EXERCISE AIM -
If a line of the data below holds the string "pixel", copy it.
──────────────────────────────
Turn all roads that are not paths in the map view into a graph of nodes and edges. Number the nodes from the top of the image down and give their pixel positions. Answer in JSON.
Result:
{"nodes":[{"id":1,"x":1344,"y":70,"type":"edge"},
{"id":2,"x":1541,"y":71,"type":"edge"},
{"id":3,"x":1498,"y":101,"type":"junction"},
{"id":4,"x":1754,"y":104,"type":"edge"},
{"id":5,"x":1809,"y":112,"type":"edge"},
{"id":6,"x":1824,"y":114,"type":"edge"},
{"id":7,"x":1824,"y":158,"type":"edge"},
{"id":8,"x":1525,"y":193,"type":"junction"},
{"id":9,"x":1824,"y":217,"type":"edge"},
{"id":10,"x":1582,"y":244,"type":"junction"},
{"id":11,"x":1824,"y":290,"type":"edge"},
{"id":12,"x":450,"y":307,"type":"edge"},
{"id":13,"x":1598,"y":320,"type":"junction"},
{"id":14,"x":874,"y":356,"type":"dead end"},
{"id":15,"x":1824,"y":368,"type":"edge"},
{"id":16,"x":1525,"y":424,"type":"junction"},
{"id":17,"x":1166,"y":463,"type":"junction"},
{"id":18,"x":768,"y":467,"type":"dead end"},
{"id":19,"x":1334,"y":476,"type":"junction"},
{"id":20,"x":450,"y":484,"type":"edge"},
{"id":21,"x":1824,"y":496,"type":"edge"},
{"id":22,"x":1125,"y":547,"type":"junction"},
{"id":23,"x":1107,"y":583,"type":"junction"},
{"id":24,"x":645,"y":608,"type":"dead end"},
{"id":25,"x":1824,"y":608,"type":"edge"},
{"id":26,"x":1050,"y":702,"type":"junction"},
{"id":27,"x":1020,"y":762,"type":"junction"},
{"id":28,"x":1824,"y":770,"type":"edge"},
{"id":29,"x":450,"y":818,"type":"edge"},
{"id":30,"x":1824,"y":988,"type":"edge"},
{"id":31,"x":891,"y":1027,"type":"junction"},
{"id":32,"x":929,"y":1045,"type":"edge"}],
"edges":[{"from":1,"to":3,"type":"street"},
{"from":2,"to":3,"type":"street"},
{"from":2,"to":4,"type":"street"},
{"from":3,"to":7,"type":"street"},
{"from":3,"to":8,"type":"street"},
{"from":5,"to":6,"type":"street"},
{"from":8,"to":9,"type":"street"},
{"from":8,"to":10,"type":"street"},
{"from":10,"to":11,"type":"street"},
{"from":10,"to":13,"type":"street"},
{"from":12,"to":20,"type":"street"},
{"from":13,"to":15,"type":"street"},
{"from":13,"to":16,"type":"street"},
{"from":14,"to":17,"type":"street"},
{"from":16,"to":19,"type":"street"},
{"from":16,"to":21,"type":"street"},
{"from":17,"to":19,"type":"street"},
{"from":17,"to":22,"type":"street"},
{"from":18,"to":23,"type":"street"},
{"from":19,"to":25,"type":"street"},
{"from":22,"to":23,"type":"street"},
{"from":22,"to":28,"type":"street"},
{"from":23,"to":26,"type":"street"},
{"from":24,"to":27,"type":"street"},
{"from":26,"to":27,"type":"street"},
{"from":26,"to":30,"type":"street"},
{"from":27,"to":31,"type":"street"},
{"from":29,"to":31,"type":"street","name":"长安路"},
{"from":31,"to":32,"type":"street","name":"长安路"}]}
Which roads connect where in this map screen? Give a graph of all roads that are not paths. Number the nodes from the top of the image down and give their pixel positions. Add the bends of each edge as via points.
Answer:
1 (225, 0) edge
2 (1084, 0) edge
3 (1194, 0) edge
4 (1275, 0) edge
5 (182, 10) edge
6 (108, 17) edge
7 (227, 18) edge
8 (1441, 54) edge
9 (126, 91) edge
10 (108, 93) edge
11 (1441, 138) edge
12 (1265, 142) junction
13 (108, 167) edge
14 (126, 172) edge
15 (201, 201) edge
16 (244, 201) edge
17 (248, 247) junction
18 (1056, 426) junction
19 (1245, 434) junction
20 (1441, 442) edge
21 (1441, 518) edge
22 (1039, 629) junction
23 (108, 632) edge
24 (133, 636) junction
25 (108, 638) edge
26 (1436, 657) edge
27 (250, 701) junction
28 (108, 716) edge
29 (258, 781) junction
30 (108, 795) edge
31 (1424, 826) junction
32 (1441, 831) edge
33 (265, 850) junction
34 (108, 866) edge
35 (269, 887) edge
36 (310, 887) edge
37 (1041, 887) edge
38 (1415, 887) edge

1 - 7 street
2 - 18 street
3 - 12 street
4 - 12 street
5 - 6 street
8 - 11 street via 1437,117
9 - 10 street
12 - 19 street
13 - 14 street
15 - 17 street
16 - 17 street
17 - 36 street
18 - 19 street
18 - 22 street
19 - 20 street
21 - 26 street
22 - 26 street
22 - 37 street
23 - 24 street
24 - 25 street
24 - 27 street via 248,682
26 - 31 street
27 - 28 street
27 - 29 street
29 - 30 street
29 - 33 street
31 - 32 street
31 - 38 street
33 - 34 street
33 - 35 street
──────────────────────────────
SOLVED EXERCISE -
Turn all roads that are not paths in the map view into a graph of nodes and edges. Number the nodes from the top of the image down and give their pixel positions. Answer in JSON.
Which roads connect where in this map screen? Give a graph of all roads that are not paths. Number the nodes from the top of the image down and give their pixel positions. Add the bends of each edge as via points.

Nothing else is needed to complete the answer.